In their bold bid to find alternative solutions, some get even more trapped in the mire of misery as they are enslaved in Libya en route Southern Europe. The unfortunate ones are shot at point blank range, or hung upside down from fiery stakes and roasted, even worse than is done to goats! The lucky ones return only to be caught in the short-cut circuits of pools staking and drug trafficking or enmeshed in addiction to tramadol all-day long! But, we cannot go on in this weird way. The solutions are well-known to our set of political helmsmen but they simply find it difficult, in my words, “to sacrifice the self from the state”. The first is to toe the restructuring lane, whether it is now a cliché or not. The aim is to devolve the obscene political and economic powers from the centre to the states or the six geo-political zones to bring governance closer to the people and make it more inclusive. But, sad to say that even our dear president is yet to see the wisdom in that. One keeps asking if there is any other democracy in the world, where state governors go cap-in-hand like beggars to the federal centre to ask for crumbs from the master’s table but no one has given an example of one. Again, I ask: Is this how the presidential system of government is run in the United States which we copied it from? The answer is no.
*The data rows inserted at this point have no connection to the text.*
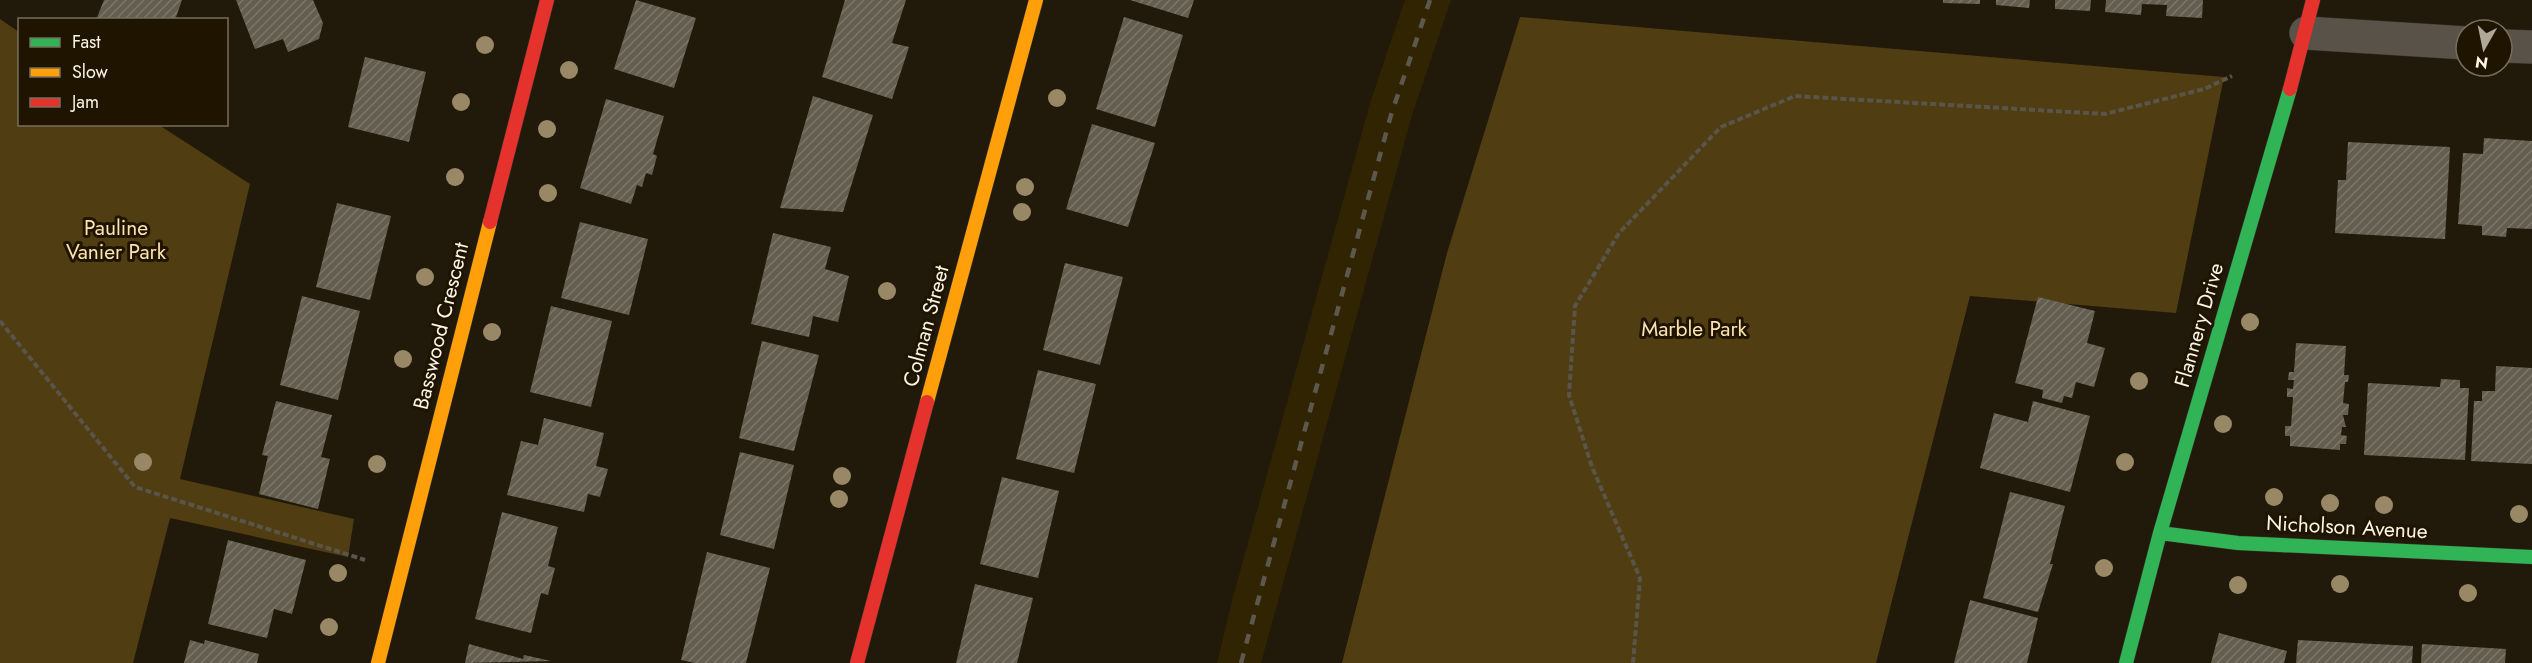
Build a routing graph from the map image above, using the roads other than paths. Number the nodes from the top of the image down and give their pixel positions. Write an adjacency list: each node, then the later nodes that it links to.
1 (547, 0): 10 (street, Basswood Crescent)
2 (1036, 0): 11 (street, Colman Street)
3 (2313, 0): 4 (street, Flannery Drive)
4 (2306, 33): 5 (street); 8 (street, Flannery Drive)
5 (2454, 42)
6 (2514, 46): 7 (street)
7 (2532, 47)
8 (2160, 533): 9 (street, Nicholson Avenue); 12 (street, Flannery Drive)
9 (2532, 557)
10 (378, 663)
11 (856, 663)
12 (2126, 663)

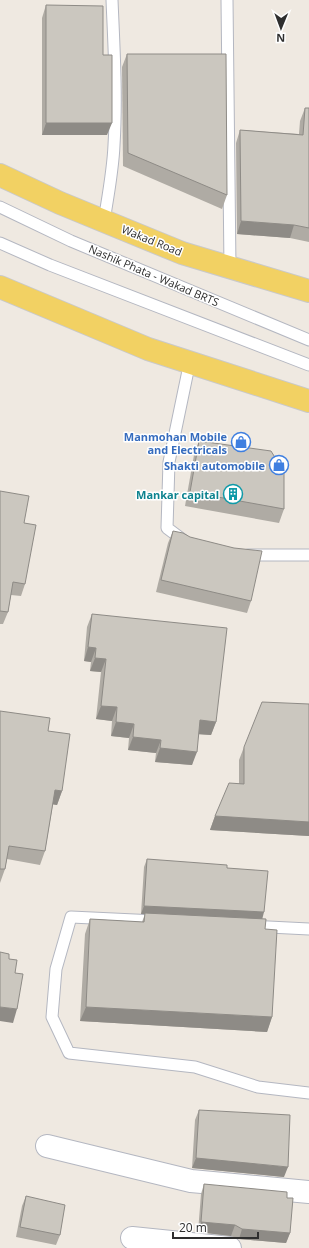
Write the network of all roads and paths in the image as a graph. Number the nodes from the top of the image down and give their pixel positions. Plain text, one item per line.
1 (112, 0) edge
2 (227, 0) edge
3 (0, 175) edge
4 (0, 208) edge
5 (104, 221) junction
6 (0, 243) edge
7 (230, 268) junction
8 (0, 287) edge
9 (309, 291) edge
10 (309, 340) edge
11 (190, 362) junction
12 (309, 365) edge
13 (309, 401) edge
14 (195, 545) edge
15 (238, 554) edge
16 (309, 555) edge
17 (166, 922) edge
18 (238, 926) edge
19 (309, 929) edge
20 (309, 1093) edge
21 (47, 1146) dead end
22 (309, 1192) edge
23 (132, 1238) dead end
24 (230, 1248) edge

1 - 5 lane
2 - 7 lane
3 - 5 main road, Wakad Road
4 - 10 lane, Nashik Phata - Wakad BRTS
5 - 7 main road, Wakad Road
6 - 12 lane
7 - 9 main road, Wakad Road
8 - 11 main road
11 - 13 main road
11 - 14 lane
15 - 16 lane
17 - 20 lane
18 - 19 lane
21 - 22 street
23 - 24 street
For instance, “within the first three months of 2017, over N1 trillion was shared among beneficiaries of Federation Account Allocation Committee (FAAC). Interestingly, the large chunk of the funds was realised from crude oil sales, proceeds from Petroleum Profit TAX (PPT), Value Added Tax (VAT) and Company Income Tax (CIT).”
With the states in firm control of their resources and paying a tax of a maximum of 30% to the centre, they would generate their power and transmit it to the local councils without feeding it into the National Grid. With 40 solid minerals identified in commercial quantities spread across the 36 states, analysts indicate by projection that Nigeria has the capacity to generate at least N5 trillion yearly from mining as well as export the vast solid mineral deposits. For instance, national reserves of coal are estimated at 2.7 billion metric tonnes (mt), iron ore, limestone and lead are 10 billion mt, 3 trillion mt and 5 million mt respectively. But first, the issues of illegal mining and provision of safe environment, bolstered with stable electric power and good access roads are imperative to drive the process.
Even the Federal Government recently unveiled the fact that the country is capable of growing solid minerals GDP from N103 billion (2015) to N141 billion in 2020 at an average annual growth rate of 8.54 per cent. Specifically, it can facilitate the production of coal to fire power plants, produce geological maps of the entire country by 2020 on a scale of 1:100,000.
Concerning agriculture, according to the former Minister of Agriculture and current President, African Development Bank (ADB), Dr. Akinwunmi Adesina, the growth of the Nigerian population means that the agricultural sector has compelling long-term growth potential. Why not, as there are increasinglymore mouths to feed.
Experts agree that agriculture should not be seen as a way of life, or a social sector or development activity, but as a business venture for it to thrive. And the more we treat it as a business, to create wealth, the more it will promote development and improve people’s livelihood.
What has been grossly lacking is good leadership-one that knows and identifies the yearnings of the citizenry. With such in place, our youth would be gainfully employed beginning with small and medium scale enterprises that are driven by stable power and access to credit facilities at single digit interest rates.